- **Entries supplied**:

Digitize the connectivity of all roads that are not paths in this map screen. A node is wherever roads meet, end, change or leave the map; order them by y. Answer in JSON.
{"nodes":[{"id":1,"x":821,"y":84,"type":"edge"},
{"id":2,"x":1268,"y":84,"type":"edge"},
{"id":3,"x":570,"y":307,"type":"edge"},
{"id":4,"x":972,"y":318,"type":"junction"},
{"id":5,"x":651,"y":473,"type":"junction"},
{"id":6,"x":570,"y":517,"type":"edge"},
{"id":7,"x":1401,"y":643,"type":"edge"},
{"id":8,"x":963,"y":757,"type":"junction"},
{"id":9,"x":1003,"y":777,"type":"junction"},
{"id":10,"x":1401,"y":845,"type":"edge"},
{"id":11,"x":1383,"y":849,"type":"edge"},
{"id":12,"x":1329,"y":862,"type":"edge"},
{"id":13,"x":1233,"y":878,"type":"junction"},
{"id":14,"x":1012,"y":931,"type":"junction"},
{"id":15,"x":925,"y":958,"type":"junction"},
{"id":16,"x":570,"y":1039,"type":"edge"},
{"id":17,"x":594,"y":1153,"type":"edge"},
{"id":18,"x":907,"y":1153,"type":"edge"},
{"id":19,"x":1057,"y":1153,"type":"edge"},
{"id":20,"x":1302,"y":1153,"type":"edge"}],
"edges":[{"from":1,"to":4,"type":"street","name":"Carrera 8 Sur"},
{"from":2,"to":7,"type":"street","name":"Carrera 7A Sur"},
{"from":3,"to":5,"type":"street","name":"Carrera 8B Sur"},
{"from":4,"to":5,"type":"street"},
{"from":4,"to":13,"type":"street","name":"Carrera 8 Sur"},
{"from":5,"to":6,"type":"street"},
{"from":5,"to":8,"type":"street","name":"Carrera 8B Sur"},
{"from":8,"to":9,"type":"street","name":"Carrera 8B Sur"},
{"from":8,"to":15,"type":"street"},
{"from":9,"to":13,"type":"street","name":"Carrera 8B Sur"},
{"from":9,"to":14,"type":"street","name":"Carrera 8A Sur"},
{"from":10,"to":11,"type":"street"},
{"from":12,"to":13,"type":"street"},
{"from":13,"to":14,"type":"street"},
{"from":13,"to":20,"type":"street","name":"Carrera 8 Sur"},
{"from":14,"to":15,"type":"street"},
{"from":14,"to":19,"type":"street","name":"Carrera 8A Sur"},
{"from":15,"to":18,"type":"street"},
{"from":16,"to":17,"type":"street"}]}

- **Task statement**:
Print out all the material above, unaltered.

- **Result of the task**:
Digitize the connectivity of all roads that are not paths in this map screen. A node is wherever roads meet, end, change or leave the map; order them by y. Answer in JSON.
{"nodes":[{"id":1,"x":821,"y":84,"type":"edge"},
{"id":2,"x":1268,"y":84,"type":"edge"},
{"id":3,"x":570,"y":307,"type":"edge"},
{"id":4,"x":972,"y":318,"type":"junction"},
{"id":5,"x":651,"y":473,"type":"junction"},
{"id":6,"x":570,"y":517,"type":"edge"},
{"id":7,"x":1401,"y":643,"type":"edge"},
{"id":8,"x":963,"y":757,"type":"junction"},
{"id":9,"x":1003,"y":777,"type":"junction"},
{"id":10,"x":1401,"y":845,"type":"edge"},
{"id":11,"x":1383,"y":849,"type":"edge"},
{"id":12,"x":1329,"y":862,"type":"edge"},
{"id":13,"x":1233,"y":878,"type":"junction"},
{"id":14,"x":1012,"y":931,"type":"junction"},
{"id":15,"x":925,"y":958,"type":"junction"},
{"id":16,"x":570,"y":1039,"type":"edge"},
{"id":17,"x":594,"y":1153,"type":"edge"},
{"id":18,"x":907,"y":1153,"type":"edge"},
{"id":19,"x":1057,"y":1153,"type":"edge"},
{"id":20,"x":1302,"y":1153,"type":"edge"}],
"edges":[{"from":1,"to":4,"type":"street","name":"Carrera 8 Sur"},
{"from":2,"to":7,"type":"street","name":"Carrera 7A Sur"},
{"from":3,"to":5,"type":"street","name":"Carrera 8B Sur"},
{"from":4,"to":5,"type":"street"},
{"from":4,"to":13,"type":"street","name":"Carrera 8 Sur"},
{"from":5,"to":6,"type":"street"},
{"from":5,"to":8,"type":"street","name":"Carrera 8B Sur"},
{"from":8,"to":9,"type":"street","name":"Carrera 8B Sur"},
{"from":8,"to":15,"type":"street"},
{"from":9,"to":13,"type":"street","name":"Carrera 8B Sur"},
{"from":9,"to":14,"type":"street","name":"Carrera 8A Sur"},
{"from":10,"to":11,"type":"street"},
{"from":12,"to":13,"type":"street"},
{"from":13,"to":14,"type":"street"},
{"from":13,"to":20,"type":"street","name":"Carrera 8 Sur"},
{"from":14,"to":15,"type":"street"},
{"from":14,"to":19,"type":"street","name":"Carrera 8A Sur"},
{"from":15,"to":18,"type":"street"},
{"from":16,"to":17,"type":"street"}]}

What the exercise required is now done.